What kind of breaks are those on that hard tail?
Also, why do pictures scroll by themselves in the picture viewer when you click on the first one. F'n annoying.
Dang Wildcat those lever are at an uncharacteristically low angle.
Either you have simeon hands or Vito rides the bike and you do the photography.
Or do you just make him ride when it's rutty AND OMG YOU RUN/JOG ALONG BESIDE/BEHIND HIM CAUSE YOU'RE TOTALLY INTO THAT NOW.
JSNYC
Simeon hands?
I didn't even know our host was French.
Bakfiets in San Francisco?
Hmmm, the best I can do is a bucket nailed to a skateboard in Sydney.
Let me know if you're interested.
Goody. Another book means another BRA. This time I'm not leaving 'till the fat lady is finished. And the wine. I'll help you with that next time, too.
You'll bring the lovely woman you tricked into marrying you, of course, and the seventeen kidlets. This is a great town for women and kidlets...
And nannies. Hot nannies are good too. Bring yours. And Vito, of course. (He can drive. He'll blend right in!)
Good thing you're a member of the one percent, Wildcat. It must get expensive travelling like that.
Happy filming. :)
heh heh... jogging snob nyc
2029 armming
*simian
*dammit
Anon @ 6:12am: look like BB7s to me.
That's a beautiful cast. When will the one of my cock be ready?
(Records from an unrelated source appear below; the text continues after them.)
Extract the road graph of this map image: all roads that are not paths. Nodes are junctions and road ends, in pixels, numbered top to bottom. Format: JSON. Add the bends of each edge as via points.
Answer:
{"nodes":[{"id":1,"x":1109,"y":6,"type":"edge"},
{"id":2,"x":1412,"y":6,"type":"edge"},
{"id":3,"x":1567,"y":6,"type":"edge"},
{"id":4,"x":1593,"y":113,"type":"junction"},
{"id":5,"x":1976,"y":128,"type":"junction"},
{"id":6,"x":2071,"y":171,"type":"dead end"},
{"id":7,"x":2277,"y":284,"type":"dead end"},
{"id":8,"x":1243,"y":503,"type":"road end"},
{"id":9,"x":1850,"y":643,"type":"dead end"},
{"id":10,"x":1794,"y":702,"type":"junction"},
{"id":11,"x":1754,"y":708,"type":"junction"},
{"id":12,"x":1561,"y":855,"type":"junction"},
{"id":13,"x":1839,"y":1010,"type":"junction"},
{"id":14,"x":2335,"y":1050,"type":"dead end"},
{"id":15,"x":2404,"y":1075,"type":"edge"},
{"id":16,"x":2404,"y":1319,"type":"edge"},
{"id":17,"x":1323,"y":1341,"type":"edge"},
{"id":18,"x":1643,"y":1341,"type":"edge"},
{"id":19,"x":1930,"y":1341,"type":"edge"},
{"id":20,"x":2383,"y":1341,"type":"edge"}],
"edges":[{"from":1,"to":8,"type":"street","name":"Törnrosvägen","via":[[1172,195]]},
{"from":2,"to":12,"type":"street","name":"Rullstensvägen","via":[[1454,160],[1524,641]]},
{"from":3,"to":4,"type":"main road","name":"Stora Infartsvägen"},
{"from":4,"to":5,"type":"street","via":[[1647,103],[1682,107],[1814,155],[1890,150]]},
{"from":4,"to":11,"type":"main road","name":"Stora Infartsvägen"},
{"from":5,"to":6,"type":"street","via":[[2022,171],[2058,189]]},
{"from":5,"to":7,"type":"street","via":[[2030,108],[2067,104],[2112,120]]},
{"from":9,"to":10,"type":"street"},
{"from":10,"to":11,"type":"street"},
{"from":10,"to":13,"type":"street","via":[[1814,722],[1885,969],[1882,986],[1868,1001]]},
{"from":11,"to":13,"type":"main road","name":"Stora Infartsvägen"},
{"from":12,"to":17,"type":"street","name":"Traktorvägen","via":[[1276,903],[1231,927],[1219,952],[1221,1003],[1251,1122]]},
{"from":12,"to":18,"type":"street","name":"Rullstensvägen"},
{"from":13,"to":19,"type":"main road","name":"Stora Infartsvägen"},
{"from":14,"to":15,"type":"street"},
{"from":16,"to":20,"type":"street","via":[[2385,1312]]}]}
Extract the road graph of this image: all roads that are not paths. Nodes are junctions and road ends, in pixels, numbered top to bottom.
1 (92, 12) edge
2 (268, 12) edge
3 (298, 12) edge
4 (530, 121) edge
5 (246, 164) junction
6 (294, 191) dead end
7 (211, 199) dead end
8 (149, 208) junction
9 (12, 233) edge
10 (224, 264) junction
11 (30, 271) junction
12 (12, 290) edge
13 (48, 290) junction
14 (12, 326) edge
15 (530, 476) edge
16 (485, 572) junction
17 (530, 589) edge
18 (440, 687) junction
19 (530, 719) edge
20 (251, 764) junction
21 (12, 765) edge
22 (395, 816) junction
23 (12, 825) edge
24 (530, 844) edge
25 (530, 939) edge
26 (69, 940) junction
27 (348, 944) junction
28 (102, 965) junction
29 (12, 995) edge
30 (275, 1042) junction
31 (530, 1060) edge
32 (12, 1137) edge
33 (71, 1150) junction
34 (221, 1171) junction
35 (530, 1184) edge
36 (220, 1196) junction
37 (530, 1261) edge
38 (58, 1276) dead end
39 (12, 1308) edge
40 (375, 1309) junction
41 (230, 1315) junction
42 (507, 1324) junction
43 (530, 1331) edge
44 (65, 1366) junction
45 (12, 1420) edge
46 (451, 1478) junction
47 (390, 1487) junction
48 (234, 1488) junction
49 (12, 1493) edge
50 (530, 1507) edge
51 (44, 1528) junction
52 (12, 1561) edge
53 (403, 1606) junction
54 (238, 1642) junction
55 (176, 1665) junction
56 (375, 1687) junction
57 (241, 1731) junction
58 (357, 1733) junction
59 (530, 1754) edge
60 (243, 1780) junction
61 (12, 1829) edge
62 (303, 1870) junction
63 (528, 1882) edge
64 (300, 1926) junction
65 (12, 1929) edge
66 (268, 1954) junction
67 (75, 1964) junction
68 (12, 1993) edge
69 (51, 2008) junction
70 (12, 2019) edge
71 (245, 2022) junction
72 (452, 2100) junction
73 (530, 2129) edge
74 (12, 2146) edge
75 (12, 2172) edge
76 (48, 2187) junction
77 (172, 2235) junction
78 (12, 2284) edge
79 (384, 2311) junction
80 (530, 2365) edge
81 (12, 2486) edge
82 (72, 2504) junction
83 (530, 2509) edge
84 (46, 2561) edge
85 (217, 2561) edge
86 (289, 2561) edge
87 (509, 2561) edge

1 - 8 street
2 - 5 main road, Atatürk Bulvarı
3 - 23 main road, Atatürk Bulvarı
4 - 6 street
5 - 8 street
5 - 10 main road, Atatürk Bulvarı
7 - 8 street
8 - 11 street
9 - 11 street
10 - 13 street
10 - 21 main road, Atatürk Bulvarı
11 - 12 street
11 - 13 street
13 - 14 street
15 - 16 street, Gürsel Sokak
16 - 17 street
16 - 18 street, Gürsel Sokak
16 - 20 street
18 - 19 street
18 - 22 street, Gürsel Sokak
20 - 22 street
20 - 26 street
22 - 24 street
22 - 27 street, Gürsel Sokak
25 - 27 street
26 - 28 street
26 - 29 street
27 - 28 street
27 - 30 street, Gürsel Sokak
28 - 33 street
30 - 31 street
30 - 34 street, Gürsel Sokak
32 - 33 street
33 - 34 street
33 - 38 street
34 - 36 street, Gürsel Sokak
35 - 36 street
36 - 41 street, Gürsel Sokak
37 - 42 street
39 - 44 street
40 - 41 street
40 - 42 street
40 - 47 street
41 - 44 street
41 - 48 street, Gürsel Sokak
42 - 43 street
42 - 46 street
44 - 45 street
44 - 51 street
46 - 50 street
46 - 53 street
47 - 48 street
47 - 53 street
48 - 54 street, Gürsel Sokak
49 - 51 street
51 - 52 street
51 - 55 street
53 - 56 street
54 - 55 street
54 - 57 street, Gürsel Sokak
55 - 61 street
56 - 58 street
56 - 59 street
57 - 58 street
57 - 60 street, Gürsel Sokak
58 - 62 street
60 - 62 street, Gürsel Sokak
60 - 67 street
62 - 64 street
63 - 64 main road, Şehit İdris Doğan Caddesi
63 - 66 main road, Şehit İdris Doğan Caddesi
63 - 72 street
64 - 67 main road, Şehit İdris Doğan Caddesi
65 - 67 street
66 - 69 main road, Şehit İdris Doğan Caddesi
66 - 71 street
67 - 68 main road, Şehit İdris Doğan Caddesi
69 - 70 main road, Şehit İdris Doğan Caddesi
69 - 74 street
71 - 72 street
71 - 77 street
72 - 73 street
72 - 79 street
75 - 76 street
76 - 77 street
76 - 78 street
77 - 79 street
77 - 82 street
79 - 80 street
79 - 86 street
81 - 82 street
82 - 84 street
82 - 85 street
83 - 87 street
I use my feet to stop the car.
I use my cock to stop the moaning.
Where's Dahmer? Thought he'd be all over the baked feet.
Maybe you all know this, but I´ve recently discovered the worldwide cycling atlas and I think it´s great!!!
microrrelatos
RTMS,
RUTT TURN MUDD SHOT
oh babe
Hey Snob, when in Knob hill, do not wander into a club called "Backpackers". It is NOT an outdoor equipment store.
Learned that the hard way.
That unkown Dutch guy is famous 'Acrobat' Adriaan of the famous clown and acrobat duo 'Bassie & Adriaan'
Trust me when I say that the 4 months of nightshifts I spent broadcasting reruns ofthis hilarious caravan dwelling duo on dutch nickelodeon was the best ever.